You can use Areadbhar as a poke option from under platforms or even offstage if you’re comfortable enough to leave the ledge and take a swing through the side. It isn’t going to be very reliable, but you can kill at high percents and easily catch falling opponents with it if they aren’t prepared. 

Be warned that it isn’t a great option to pressure shields with because it doesn’t actually deal a lot of damage and can easily be completely blocked. Although parrying it is a bit more difficult. 

Up B (Sword of the Creator)

Byleth’s Sword of the Creator is a mix of Joker’s Grappling Hook while also providing its own take on the same concept. 

You can still recover from very low areas off stage by tethering to the ledge, but it can also allow Byleth to grab the bottom or side of the stage and propel further with a semi-wall jump, thus opening more possibilities for recovery and even off stage combo potential. 

And unlike Joker’s move, Sword of the Creator pulls Byleth up to the person they grapple to rather than pulling them down, which then throws the enemy towards the stage and can even spike at high enough percentages. This allows for more combos in the late game and a dangerous off-stage move that your opponent has to respect. 

Down B (Aymr)

Take Hero’s Hatchet Man and then give it Ganondorf’s Warlock Punch’s armor when on the ground and you get a massively powerful move that can completely shatter shields in one shot. But despite the power, you will be using it even less frequently than those other moves because the windup is not worth the result most of the time. 

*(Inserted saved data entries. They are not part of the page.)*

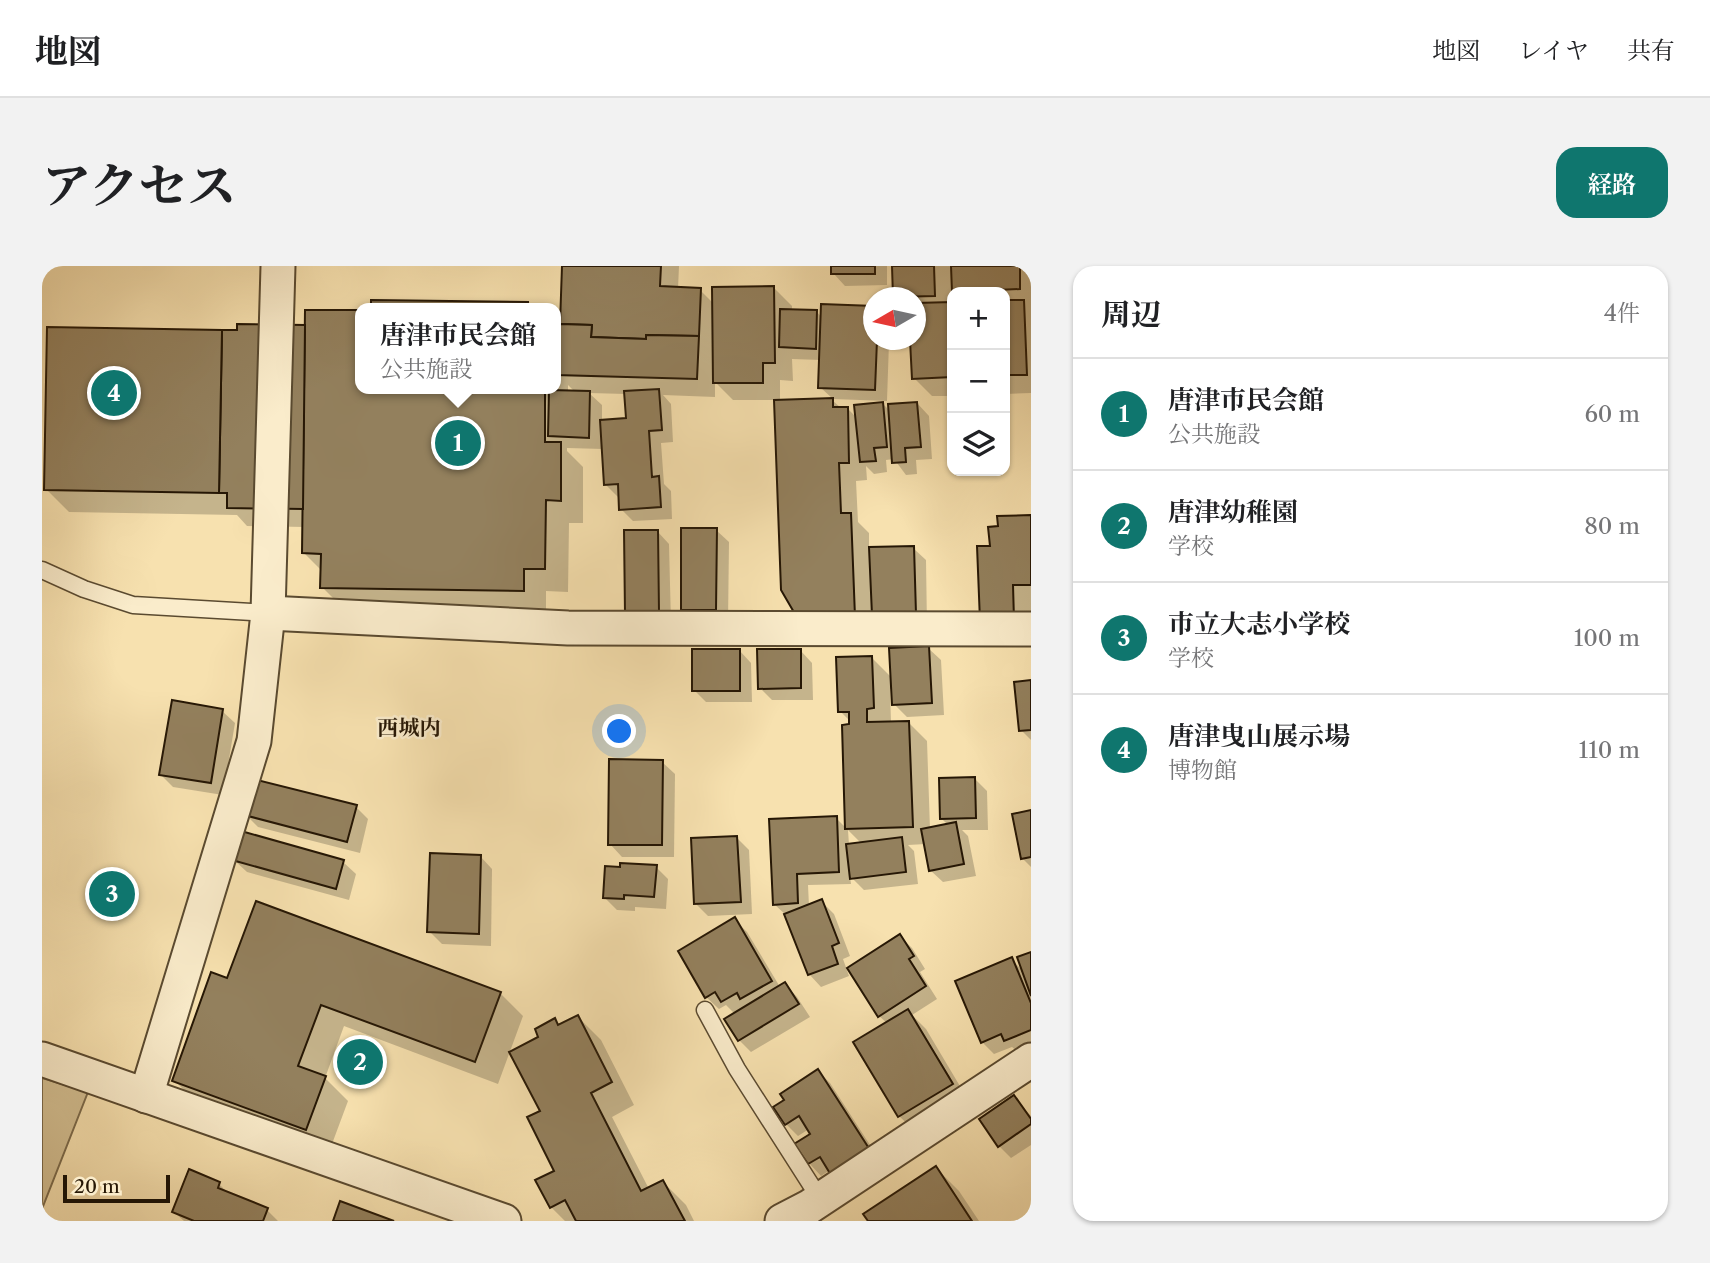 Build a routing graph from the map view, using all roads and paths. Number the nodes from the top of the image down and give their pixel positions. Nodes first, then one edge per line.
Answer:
1 (278, 266) edge
2 (42, 570) edge
3 (268, 613) junction
4 (1031, 629) edge
5 (705, 1010) dead end
6 (42, 1059) edge
7 (1031, 1060) edge
8 (146, 1096) junction
9 (820, 1199) junction
10 (504, 1221) edge
11 (782, 1221) edge

1 - 3 street
2 - 3 lane
3 - 4 street
3 - 8 street
5 - 9 lane
6 - 8 street
7 - 9 street
8 - 10 street
9 - 11 street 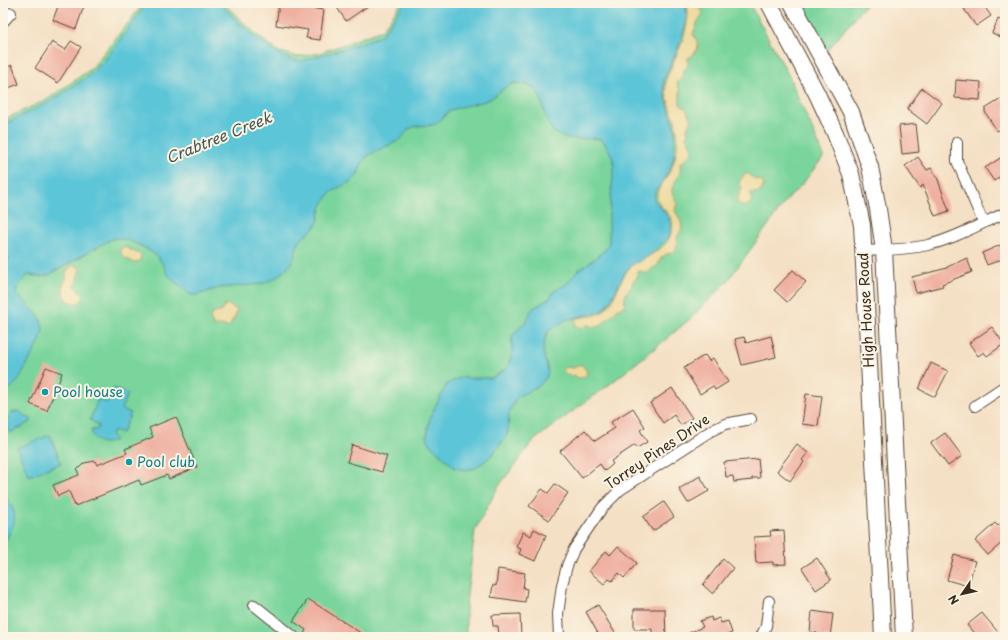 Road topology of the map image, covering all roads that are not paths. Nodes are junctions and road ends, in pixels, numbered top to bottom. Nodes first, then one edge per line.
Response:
1 (769, 3) edge
2 (792, 3) edge
3 (11, 13) dead end
4 (3, 22) edge
5 (957, 142) dead end
6 (1005, 213) edge
7 (984, 222) junction
8 (884, 250) junction
9 (863, 251) junction
10 (1005, 386) edge
11 (975, 406) dead end
12 (751, 419) dead end
13 (770, 601) dead end
14 (254, 605) dead end
15 (294, 637) edge
16 (559, 637) edge
17 (761, 637) edge
18 (883, 637) edge
19 (904, 637) edge

1 - 9 main road, High House Road
2 - 8 main road, High House Road
3 - 4 street
5 - 7 street
6 - 7 street
7 - 8 street
8 - 9 street
8 - 19 main road, High House Road
9 - 18 main road, High House Road
10 - 11 street
12 - 16 street, Torrey Pines Drive
13 - 17 street
14 - 15 street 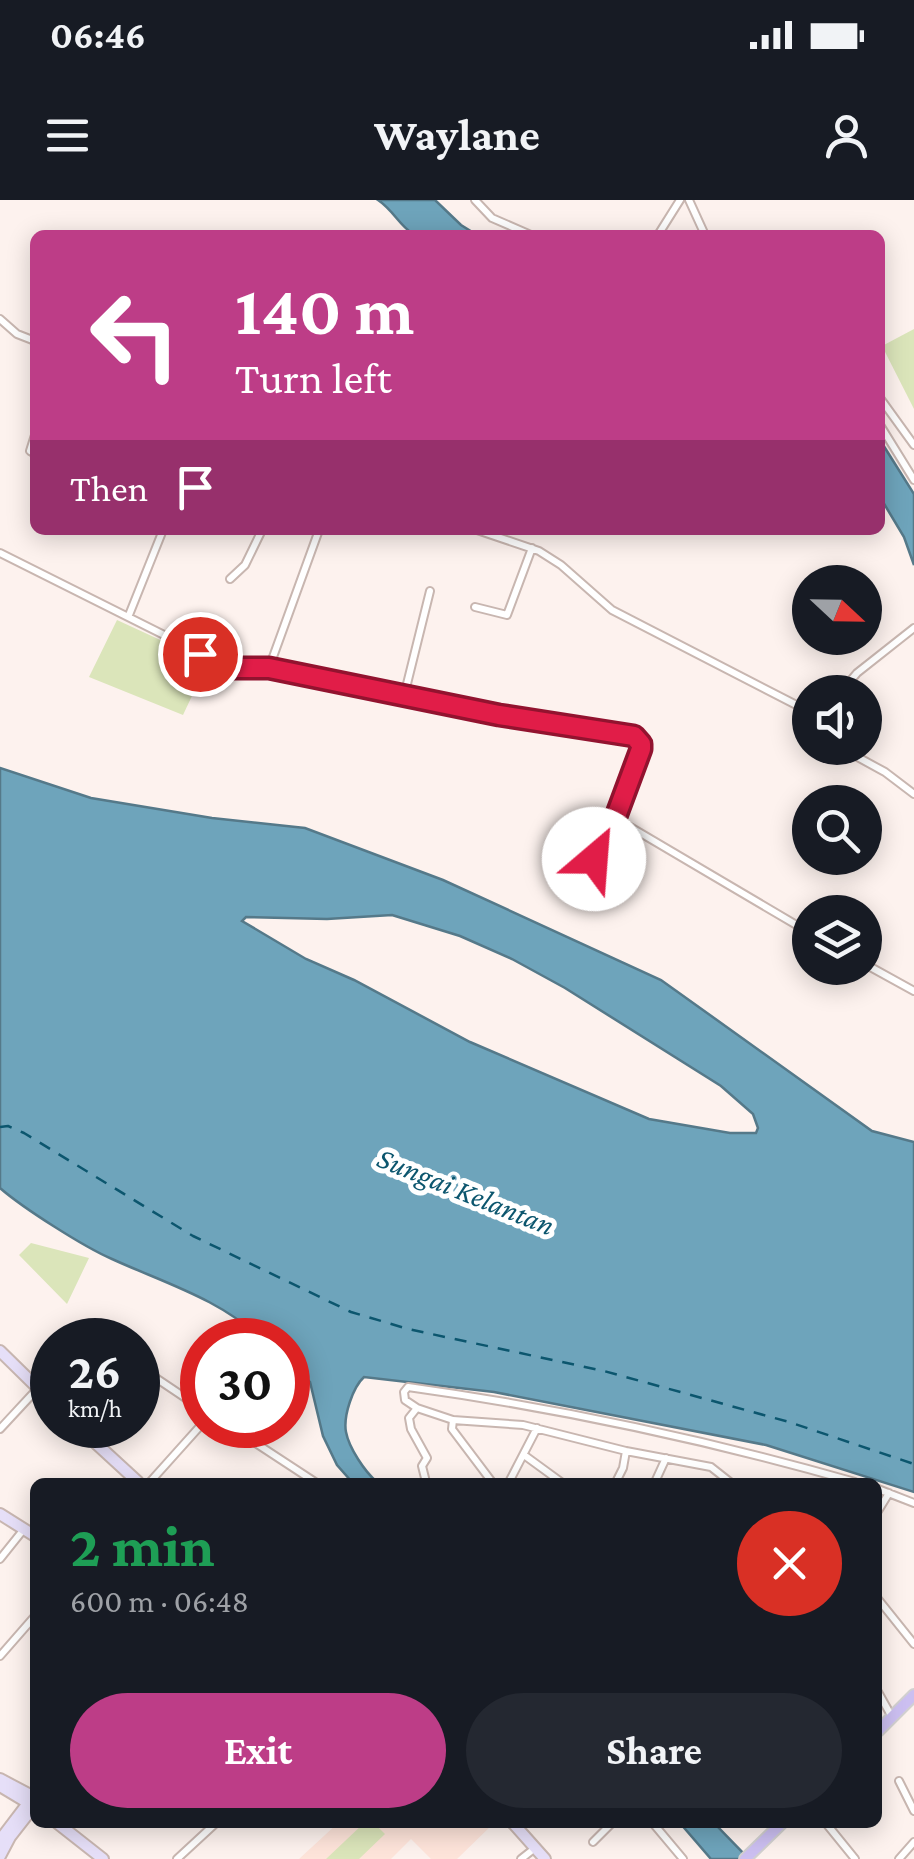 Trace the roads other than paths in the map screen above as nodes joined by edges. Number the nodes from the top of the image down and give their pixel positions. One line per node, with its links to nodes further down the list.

Unless you plan on calling out a very late spot dodge or using it as an option while falling to the stage, you won’t be throwing this out due to the long windup. But it can also be used to stall recovery, which in certain situations, might prove useful. 


Like a lot of characters in the game, Byleth’s Down Tilt can easily setup for some good combos since it trips your opponent up and sends them into the air. That lets you combo into Up Tilt easily to keep you opponent off the ground, or you can Neutral Air to drag down a characters and try to follow up with a ground combo. 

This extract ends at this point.